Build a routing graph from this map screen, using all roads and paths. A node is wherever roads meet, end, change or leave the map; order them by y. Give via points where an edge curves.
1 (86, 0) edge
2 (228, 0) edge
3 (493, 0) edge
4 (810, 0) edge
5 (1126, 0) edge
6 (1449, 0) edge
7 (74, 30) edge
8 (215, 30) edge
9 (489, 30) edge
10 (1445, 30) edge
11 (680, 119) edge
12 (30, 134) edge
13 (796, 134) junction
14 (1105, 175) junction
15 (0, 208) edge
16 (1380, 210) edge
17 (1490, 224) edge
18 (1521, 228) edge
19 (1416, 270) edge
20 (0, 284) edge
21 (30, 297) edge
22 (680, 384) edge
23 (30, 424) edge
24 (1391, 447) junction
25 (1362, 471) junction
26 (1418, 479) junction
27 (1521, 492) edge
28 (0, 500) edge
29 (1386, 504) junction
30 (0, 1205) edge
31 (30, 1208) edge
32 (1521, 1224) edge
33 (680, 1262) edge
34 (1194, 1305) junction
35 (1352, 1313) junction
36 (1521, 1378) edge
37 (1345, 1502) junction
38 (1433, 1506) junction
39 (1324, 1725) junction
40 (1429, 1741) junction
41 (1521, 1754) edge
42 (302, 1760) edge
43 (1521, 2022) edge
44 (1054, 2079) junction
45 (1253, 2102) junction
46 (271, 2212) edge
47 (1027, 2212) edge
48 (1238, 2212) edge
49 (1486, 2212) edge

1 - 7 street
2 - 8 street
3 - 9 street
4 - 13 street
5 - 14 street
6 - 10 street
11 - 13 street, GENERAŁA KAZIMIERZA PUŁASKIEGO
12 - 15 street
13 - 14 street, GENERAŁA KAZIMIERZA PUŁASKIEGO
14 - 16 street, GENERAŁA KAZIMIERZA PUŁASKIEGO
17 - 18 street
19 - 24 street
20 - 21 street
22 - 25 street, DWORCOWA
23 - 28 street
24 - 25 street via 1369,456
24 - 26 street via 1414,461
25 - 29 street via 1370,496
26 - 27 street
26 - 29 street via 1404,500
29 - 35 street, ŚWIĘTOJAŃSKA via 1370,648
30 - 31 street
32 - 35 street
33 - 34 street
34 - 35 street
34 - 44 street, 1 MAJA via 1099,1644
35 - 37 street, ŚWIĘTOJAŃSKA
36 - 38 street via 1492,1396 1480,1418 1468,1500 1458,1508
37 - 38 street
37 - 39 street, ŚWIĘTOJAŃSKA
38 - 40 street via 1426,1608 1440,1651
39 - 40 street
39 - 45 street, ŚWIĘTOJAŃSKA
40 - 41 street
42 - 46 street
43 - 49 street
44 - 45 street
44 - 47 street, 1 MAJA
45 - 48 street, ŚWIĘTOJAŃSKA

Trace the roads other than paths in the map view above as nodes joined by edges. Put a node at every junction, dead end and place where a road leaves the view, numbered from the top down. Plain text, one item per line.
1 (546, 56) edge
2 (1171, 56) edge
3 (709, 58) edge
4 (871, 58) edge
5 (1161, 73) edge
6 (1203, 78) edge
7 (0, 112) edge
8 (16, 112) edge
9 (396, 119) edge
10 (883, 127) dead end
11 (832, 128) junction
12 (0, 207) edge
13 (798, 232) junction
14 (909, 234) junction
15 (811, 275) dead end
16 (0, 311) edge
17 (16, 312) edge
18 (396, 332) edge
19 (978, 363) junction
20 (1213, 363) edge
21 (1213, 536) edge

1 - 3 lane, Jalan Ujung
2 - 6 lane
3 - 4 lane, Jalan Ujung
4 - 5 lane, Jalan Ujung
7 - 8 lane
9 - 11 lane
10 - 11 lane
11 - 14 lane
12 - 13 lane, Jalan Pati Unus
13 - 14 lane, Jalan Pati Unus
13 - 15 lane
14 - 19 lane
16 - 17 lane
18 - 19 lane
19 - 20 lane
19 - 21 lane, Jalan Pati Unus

# [PROBLEM]
Repeat every record, exactly as written.

# [TASK ANSWER]
Build a routing graph from this map screen, using all roads and paths. A node is wherever roads meet, end, change or leave the map; order them by y. Give via points where an edge curves.
1 (86, 0) edge
2 (228, 0) edge
3 (493, 0) edge
4 (810, 0) edge
5 (1126, 0) edge
6 (1449, 0) edge
7 (74, 30) edge
8 (215, 30) edge
9 (489, 30) edge
10 (1445, 30) edge
11 (680, 119) edge
12 (30, 134) edge
13 (796, 134) junction
14 (1105, 175) junction
15 (0, 208) edge
16 (1380, 210) edge
17 (1490, 224) edge
18 (1521, 228) edge
19 (1416, 270) edge
20 (0, 284) edge
21 (30, 297) edge
22 (680, 384) edge
23 (30, 424) edge
24 (1391, 447) junction
25 (1362, 471) junction
26 (1418, 479) junction
27 (1521, 492) edge
28 (0, 500) edge
29 (1386, 504) junction
30 (0, 1205) edge
31 (30, 1208) edge
32 (1521, 1224) edge
33 (680, 1262) edge
34 (1194, 1305) junction
35 (1352, 1313) junction
36 (1521, 1378) edge
37 (1345, 1502) junction
38 (1433, 1506) junction
39 (1324, 1725) junction
40 (1429, 1741) junction
41 (1521, 1754) edge
42 (302, 1760) edge
43 (1521, 2022) edge
44 (1054, 2079) junction
45 (1253, 2102) junction
46 (271, 2212) edge
47 (1027, 2212) edge
48 (1238, 2212) edge
49 (1486, 2212) edge

1 - 7 street
2 - 8 street
3 - 9 street
4 - 13 street
5 - 14 street
6 - 10 street
11 - 13 street, GENERAŁA KAZIMIERZA PUŁASKIEGO
12 - 15 street
13 - 14 street, GENERAŁA KAZIMIERZA PUŁASKIEGO
14 - 16 street, GENERAŁA KAZIMIERZA PUŁASKIEGO
17 - 18 street
19 - 24 street
20 - 21 street
22 - 25 street, DWORCOWA
23 - 28 street
24 - 25 street via 1369,456
24 - 26 street via 1414,461
25 - 29 street via 1370,496
26 - 27 street
26 - 29 street via 1404,500
29 - 35 street, ŚWIĘTOJAŃSKA via 1370,648
30 - 31 street
32 - 35 street
33 - 34 street
34 - 35 street
34 - 44 street, 1 MAJA via 1099,1644
35 - 37 street, ŚWIĘTOJAŃSKA
36 - 38 street via 1492,1396 1480,1418 1468,1500 1458,1508
37 - 38 street
37 - 39 street, ŚWIĘTOJAŃSKA
38 - 40 street via 1426,1608 1440,1651
39 - 40 street
39 - 45 street, ŚWIĘTOJAŃSKA
40 - 41 street
42 - 46 street
43 - 49 street
44 - 45 street
44 - 47 street, 1 MAJA
45 - 48 street, ŚWIĘTOJAŃSKA

Trace the roads other than paths in the map view above as nodes joined by edges. Put a node at every junction, dead end and place where a road leaves the view, numbered from the top down. Plain text, one item per line.
1 (546, 56) edge
2 (1171, 56) edge
3 (709, 58) edge
4 (871, 58) edge
5 (1161, 73) edge
6 (1203, 78) edge
7 (0, 112) edge
8 (16, 112) edge
9 (396, 119) edge
10 (883, 127) dead end
11 (832, 128) junction
12 (0, 207) edge
13 (798, 232) junction
14 (909, 234) junction
15 (811, 275) dead end
16 (0, 311) edge
17 (16, 312) edge
18 (396, 332) edge
19 (978, 363) junction
20 (1213, 363) edge
21 (1213, 536) edge

1 - 3 lane, Jalan Ujung
2 - 6 lane
3 - 4 lane, Jalan Ujung
4 - 5 lane, Jalan Ujung
7 - 8 lane
9 - 11 lane
10 - 11 lane
11 - 14 lane
12 - 13 lane, Jalan Pati Unus
13 - 14 lane, Jalan Pati Unus
13 - 15 lane
14 - 19 lane
16 - 17 lane
18 - 19 lane
19 - 20 lane
19 - 21 lane, Jalan Pati Unus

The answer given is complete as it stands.